#### Work request:
Each line of the records below that holds "久居河芸線" should be copied out.

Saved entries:
__________________________________________________
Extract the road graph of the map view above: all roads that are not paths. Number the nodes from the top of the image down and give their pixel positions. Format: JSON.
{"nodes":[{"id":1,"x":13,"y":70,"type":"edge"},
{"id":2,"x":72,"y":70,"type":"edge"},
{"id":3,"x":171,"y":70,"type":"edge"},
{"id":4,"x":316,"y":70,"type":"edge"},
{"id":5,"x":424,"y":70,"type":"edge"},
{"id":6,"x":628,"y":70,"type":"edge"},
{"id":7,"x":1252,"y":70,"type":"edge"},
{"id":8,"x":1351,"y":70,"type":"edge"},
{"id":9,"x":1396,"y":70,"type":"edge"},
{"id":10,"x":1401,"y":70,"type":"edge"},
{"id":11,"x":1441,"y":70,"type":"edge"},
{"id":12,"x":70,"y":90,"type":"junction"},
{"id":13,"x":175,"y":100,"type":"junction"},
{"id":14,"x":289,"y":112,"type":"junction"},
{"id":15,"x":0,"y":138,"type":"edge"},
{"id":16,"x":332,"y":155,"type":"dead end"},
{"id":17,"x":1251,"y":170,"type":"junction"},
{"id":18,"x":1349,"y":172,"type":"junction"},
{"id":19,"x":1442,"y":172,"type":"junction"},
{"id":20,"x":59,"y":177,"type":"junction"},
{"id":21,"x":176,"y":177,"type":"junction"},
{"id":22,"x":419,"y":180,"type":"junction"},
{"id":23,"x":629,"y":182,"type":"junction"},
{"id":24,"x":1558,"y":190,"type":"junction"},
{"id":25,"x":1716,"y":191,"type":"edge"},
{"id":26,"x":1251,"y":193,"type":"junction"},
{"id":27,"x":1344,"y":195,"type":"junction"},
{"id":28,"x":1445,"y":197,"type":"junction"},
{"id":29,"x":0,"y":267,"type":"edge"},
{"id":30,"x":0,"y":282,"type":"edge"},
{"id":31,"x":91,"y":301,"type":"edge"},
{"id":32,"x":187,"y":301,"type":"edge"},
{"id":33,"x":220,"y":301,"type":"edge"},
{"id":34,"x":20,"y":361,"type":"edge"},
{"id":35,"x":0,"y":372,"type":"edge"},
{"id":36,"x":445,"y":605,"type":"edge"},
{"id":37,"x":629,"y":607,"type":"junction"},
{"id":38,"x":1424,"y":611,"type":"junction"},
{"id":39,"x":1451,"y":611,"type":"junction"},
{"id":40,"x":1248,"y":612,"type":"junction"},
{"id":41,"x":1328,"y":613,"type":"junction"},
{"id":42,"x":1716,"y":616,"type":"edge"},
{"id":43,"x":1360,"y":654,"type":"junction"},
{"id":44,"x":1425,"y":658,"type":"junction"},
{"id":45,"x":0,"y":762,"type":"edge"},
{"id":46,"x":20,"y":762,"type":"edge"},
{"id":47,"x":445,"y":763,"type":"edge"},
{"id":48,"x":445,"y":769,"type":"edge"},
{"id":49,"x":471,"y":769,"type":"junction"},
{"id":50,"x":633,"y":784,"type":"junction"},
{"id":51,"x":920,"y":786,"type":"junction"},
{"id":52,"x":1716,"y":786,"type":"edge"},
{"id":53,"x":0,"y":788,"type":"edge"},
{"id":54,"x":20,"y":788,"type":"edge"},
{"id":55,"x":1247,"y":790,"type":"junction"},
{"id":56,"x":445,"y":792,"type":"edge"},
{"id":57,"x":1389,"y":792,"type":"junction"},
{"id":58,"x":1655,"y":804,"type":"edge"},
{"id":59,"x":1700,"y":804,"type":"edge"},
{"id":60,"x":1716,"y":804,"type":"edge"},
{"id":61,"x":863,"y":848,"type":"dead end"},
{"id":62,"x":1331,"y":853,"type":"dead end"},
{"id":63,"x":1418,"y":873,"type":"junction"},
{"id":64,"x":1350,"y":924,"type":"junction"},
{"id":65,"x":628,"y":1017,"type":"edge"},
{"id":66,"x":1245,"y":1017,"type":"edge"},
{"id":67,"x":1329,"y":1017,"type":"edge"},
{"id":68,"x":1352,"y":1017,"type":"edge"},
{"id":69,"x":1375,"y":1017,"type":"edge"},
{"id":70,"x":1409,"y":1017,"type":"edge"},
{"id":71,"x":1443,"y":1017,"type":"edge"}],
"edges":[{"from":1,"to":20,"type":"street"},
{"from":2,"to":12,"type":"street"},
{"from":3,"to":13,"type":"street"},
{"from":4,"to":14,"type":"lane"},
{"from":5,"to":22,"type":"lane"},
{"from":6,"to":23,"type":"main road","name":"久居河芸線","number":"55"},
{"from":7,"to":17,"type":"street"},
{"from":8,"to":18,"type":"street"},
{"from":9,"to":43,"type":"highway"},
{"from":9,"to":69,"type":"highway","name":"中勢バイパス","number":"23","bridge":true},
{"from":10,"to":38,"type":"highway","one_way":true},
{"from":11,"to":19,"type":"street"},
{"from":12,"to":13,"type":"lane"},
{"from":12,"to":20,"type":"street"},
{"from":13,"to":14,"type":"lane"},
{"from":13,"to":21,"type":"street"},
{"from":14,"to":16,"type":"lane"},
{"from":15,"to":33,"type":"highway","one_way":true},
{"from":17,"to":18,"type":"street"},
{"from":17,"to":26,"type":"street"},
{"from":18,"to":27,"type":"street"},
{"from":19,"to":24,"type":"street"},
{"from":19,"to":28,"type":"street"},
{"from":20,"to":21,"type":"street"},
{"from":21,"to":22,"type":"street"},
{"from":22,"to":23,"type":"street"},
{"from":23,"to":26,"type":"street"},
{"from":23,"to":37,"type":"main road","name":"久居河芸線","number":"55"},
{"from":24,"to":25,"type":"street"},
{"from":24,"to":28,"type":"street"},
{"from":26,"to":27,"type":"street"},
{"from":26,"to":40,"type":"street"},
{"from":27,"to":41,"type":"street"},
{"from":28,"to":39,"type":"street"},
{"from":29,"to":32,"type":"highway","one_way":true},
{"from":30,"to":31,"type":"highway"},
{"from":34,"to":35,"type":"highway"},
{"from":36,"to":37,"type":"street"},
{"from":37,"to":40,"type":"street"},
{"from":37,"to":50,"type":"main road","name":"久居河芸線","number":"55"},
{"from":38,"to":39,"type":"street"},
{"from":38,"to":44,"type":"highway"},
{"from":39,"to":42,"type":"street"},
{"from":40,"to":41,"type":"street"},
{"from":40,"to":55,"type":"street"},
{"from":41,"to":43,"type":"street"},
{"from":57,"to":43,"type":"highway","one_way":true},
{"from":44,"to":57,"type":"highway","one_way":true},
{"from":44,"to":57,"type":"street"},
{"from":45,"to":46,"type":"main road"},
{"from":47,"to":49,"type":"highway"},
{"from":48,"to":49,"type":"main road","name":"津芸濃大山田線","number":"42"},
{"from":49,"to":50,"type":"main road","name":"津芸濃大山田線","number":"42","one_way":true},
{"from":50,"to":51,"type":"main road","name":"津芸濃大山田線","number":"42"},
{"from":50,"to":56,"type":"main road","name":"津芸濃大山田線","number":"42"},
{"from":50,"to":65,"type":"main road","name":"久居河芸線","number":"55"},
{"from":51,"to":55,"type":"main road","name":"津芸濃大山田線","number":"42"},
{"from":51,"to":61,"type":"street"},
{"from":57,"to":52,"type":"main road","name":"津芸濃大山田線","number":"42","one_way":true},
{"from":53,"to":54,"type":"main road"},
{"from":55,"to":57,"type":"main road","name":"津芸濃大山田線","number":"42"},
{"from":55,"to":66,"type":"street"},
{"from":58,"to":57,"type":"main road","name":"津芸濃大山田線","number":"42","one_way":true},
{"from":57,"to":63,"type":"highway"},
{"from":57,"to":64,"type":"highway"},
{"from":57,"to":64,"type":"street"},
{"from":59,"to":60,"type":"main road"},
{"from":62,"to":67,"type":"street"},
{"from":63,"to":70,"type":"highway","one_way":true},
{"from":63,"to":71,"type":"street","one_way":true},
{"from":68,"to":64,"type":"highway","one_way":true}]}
__________________________________________________
#### Answer to the exercise:
{"from":6,"to":23,"type":"main road","name":"久居河芸線","number":"55"},
{"from":23,"to":37,"type":"main road","name":"久居河芸線","number":"55"},
{"from":37,"to":50,"type":"main road","name":"久居河芸線","number":"55"},
{"from":50,"to":65,"type":"main road","name":"久居河芸線","number":"55"},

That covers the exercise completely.